The New York Times loved the book. I ripped through the thing in two nights. I found much in common with the author Philip Connors. He was raised in Minnesota. He went to work for a couple years at the Wall Street Journal. He gave all that up to marry a girl and move to New Mexico to become a Fire Lookout. Idyllic.
I couldn't help but like the writer. Although I wasn't as impressed with his sense of "voice" as the New York Times review, and I wished the book was a bit more detailed regarding the ecology of fire in the west (although many think the book is too tedious on these points)---I found the book to be highly readable. Entertaining. Inspiring.
Almost all nature books since Thoreau organize themselves by a time-line. From Krutch's "The Desert Year" to Abbey's "Desert Solitaire" to Muir's "First Summer in the Sierra Nevada" to Jack Turner's "Teewinot". A well worn tradition, easily mined; makes sense. Fire Season does the same.
However, there is too much hype around this book. The list of writers on the back cover who praise it make me wonder if they actually read it. But perhaps that is too harsh. Fact is, we need more books like this. More books that encourage people to get outside; live a dream; say good bye to city life in order to experience the extraordinary ordinariness of a season outside the city limits.

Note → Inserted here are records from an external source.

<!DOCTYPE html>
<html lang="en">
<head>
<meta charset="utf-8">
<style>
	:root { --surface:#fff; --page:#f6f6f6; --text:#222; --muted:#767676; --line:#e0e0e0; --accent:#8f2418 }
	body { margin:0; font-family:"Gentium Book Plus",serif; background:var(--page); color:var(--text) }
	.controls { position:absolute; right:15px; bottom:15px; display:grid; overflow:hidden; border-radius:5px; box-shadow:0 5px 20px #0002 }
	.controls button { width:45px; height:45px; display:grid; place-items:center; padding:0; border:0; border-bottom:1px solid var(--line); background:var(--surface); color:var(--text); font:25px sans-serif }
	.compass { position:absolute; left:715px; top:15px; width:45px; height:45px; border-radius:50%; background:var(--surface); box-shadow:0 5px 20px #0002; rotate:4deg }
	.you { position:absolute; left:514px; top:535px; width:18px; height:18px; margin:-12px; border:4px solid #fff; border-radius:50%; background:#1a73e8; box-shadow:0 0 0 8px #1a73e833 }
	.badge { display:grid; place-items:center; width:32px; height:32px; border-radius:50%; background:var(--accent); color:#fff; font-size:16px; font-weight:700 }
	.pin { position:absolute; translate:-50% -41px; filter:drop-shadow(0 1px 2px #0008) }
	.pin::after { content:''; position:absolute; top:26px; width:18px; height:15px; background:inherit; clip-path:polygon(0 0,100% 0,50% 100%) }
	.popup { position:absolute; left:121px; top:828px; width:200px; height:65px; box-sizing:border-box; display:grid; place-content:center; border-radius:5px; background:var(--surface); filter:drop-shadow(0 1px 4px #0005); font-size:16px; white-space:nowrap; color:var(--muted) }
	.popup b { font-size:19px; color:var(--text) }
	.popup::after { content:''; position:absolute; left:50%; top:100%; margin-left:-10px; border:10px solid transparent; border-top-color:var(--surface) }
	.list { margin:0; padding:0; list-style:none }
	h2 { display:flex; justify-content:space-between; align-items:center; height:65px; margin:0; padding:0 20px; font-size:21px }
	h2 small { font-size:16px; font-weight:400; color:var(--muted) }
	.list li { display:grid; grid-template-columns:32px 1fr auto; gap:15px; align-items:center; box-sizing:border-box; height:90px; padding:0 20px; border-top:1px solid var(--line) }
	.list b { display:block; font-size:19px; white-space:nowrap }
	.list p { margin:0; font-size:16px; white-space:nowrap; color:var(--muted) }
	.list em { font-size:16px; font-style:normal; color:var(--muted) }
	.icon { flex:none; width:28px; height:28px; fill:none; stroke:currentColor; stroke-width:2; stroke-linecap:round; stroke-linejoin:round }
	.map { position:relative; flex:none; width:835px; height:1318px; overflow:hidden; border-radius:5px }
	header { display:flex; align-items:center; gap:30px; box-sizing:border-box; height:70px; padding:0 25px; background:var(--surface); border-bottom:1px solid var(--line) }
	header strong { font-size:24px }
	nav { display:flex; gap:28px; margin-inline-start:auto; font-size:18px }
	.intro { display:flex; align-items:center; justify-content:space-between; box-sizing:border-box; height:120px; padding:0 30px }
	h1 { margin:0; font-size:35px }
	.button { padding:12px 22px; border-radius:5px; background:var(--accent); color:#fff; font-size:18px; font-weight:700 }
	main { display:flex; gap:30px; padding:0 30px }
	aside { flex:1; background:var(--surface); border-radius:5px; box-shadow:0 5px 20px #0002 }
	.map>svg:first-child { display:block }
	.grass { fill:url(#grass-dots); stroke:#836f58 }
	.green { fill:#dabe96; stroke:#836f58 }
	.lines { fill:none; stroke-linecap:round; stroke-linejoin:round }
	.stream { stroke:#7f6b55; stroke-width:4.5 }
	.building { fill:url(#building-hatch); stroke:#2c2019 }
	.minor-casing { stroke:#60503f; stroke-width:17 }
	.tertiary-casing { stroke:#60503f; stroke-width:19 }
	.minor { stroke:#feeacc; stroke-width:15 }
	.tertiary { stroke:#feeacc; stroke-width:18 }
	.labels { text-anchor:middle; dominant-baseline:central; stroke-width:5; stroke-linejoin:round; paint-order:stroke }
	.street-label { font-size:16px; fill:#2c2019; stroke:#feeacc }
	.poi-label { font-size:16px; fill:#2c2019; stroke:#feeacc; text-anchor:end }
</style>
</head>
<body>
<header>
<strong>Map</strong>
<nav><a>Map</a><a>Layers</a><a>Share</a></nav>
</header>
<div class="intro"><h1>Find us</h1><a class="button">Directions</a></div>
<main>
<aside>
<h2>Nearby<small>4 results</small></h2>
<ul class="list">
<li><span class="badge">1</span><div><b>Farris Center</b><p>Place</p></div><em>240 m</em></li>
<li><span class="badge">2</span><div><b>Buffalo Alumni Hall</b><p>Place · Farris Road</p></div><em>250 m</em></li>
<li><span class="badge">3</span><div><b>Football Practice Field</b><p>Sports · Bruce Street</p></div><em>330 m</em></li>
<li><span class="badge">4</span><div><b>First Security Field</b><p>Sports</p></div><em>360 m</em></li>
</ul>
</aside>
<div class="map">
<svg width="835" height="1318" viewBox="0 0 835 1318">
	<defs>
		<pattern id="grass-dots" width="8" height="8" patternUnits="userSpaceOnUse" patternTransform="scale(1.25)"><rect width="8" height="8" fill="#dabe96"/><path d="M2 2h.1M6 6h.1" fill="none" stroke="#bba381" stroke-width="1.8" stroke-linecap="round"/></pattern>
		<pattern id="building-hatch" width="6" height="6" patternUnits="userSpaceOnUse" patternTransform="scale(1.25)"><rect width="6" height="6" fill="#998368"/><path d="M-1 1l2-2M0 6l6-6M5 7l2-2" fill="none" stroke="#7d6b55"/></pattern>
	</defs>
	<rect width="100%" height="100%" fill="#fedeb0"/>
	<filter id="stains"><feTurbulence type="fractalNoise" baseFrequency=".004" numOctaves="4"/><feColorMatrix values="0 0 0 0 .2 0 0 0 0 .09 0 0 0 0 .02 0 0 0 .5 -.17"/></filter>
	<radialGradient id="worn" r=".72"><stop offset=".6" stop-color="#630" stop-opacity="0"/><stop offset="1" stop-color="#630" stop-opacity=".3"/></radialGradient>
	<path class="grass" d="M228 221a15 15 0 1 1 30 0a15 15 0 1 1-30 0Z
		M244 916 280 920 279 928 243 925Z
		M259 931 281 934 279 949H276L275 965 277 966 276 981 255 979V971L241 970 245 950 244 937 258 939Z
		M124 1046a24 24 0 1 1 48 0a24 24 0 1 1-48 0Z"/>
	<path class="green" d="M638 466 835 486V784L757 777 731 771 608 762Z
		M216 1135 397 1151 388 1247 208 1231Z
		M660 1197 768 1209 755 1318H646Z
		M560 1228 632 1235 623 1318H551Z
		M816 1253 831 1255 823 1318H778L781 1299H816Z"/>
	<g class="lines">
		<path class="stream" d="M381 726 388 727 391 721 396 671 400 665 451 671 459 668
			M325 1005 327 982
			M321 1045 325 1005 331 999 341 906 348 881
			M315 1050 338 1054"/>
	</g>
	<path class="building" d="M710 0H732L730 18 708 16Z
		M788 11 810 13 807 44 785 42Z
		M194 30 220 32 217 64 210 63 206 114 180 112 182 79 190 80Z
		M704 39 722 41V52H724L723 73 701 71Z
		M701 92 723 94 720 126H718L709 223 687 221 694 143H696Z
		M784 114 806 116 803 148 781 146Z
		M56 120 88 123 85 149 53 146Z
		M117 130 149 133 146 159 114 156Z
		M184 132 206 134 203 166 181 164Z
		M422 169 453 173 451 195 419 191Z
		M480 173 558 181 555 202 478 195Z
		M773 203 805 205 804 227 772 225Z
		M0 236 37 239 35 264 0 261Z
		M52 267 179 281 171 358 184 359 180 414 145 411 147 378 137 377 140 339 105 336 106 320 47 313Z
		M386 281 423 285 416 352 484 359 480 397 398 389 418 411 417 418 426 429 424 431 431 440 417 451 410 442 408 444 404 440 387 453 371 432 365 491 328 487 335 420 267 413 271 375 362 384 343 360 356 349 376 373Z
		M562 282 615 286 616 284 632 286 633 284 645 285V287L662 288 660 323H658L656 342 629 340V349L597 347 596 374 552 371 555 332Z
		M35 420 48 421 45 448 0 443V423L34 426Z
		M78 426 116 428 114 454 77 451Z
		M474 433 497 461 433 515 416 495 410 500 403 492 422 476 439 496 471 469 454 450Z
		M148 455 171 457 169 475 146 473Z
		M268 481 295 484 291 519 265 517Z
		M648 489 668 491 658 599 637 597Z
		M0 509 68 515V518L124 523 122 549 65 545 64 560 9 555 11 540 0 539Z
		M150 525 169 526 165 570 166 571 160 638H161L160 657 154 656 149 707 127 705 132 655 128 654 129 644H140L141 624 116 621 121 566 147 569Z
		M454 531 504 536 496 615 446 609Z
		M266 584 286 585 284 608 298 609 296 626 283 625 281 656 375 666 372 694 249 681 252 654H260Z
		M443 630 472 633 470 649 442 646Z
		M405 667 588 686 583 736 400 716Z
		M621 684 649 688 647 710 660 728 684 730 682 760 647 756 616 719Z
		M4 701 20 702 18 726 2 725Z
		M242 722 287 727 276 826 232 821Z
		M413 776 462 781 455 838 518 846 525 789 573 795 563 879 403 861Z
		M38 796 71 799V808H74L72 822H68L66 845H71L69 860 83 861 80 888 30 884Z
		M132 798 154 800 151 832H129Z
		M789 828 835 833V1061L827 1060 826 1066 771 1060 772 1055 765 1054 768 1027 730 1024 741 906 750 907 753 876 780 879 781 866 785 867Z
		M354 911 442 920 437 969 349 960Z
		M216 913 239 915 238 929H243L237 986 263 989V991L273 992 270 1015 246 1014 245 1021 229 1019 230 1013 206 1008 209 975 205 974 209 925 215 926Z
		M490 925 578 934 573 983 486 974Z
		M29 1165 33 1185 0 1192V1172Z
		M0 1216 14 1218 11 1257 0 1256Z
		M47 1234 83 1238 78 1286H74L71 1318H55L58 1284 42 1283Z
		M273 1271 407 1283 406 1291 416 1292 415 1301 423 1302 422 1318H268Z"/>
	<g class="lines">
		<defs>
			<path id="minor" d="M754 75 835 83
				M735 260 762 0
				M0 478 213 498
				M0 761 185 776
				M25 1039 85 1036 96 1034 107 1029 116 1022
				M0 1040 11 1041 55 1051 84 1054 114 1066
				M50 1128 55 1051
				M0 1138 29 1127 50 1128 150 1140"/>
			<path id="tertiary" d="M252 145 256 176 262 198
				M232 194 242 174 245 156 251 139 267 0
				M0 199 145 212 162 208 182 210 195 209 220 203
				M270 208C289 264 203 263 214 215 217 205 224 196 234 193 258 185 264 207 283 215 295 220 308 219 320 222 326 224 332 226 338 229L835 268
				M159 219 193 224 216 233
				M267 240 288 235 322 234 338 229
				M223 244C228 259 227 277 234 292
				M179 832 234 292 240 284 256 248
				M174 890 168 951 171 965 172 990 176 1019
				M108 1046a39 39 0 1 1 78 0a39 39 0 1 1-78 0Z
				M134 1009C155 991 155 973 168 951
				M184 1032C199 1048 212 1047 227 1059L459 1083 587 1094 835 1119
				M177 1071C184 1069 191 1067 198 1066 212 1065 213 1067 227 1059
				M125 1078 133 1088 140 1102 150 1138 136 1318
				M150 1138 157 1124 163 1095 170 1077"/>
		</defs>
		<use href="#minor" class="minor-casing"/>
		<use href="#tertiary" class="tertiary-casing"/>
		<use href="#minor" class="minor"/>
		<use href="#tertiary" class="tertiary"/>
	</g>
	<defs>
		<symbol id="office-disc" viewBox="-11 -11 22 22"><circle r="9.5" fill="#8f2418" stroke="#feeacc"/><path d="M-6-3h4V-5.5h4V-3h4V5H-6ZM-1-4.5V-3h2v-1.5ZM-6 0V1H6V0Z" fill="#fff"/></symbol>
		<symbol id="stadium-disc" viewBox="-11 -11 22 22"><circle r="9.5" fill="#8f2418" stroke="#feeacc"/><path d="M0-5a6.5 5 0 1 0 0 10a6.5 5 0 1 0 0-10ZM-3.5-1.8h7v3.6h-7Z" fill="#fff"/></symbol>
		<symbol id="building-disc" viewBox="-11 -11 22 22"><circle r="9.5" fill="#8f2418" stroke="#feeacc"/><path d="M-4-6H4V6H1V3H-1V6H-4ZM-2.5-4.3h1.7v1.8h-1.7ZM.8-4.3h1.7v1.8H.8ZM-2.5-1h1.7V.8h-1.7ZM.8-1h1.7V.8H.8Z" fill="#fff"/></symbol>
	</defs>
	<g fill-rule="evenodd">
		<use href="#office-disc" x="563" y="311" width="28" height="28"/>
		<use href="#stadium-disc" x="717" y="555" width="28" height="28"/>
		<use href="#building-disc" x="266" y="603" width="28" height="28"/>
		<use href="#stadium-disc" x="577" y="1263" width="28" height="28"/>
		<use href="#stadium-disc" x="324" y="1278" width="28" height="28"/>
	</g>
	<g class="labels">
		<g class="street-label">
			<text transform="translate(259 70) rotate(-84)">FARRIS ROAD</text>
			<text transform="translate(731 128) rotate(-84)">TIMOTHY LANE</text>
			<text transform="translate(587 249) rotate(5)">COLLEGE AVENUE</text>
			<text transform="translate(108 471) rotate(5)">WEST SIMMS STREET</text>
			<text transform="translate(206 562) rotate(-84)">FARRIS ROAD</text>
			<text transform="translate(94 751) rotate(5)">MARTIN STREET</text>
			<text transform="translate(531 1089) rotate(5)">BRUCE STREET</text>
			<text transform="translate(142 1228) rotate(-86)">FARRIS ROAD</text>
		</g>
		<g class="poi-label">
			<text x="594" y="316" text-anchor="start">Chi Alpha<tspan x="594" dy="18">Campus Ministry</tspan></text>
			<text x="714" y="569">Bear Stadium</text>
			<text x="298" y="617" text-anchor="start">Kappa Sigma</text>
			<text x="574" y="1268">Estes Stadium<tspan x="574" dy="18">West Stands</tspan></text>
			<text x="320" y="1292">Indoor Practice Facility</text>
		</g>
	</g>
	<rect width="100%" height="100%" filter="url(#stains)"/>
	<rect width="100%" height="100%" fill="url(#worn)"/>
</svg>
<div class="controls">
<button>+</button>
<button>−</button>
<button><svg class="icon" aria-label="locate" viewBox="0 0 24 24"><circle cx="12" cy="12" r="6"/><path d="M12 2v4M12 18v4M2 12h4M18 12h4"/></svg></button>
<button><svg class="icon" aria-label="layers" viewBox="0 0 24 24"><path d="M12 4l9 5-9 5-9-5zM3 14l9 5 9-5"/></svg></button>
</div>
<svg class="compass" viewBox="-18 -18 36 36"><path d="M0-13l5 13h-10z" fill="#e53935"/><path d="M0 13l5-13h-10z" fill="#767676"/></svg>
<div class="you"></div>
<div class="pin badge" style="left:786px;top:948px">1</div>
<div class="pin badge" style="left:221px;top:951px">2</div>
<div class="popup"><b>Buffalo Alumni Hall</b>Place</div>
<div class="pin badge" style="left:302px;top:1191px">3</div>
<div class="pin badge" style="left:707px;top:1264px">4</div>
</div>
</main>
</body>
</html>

The writer borrows frequently from Abbey. From Thoreau. From Leopold. From Muir. From the environmental commons---and I do not fault the writer for that. We all should borrow from these guys because they teach us HOW to live. They don't report: they experience!
And so I give the book a solid endorsement, not so much because the book is exemplary in its style or writing (nobody could make text sing like Abbey). I endorse the book in what it does: brings the reader into the wilderness if only for a season.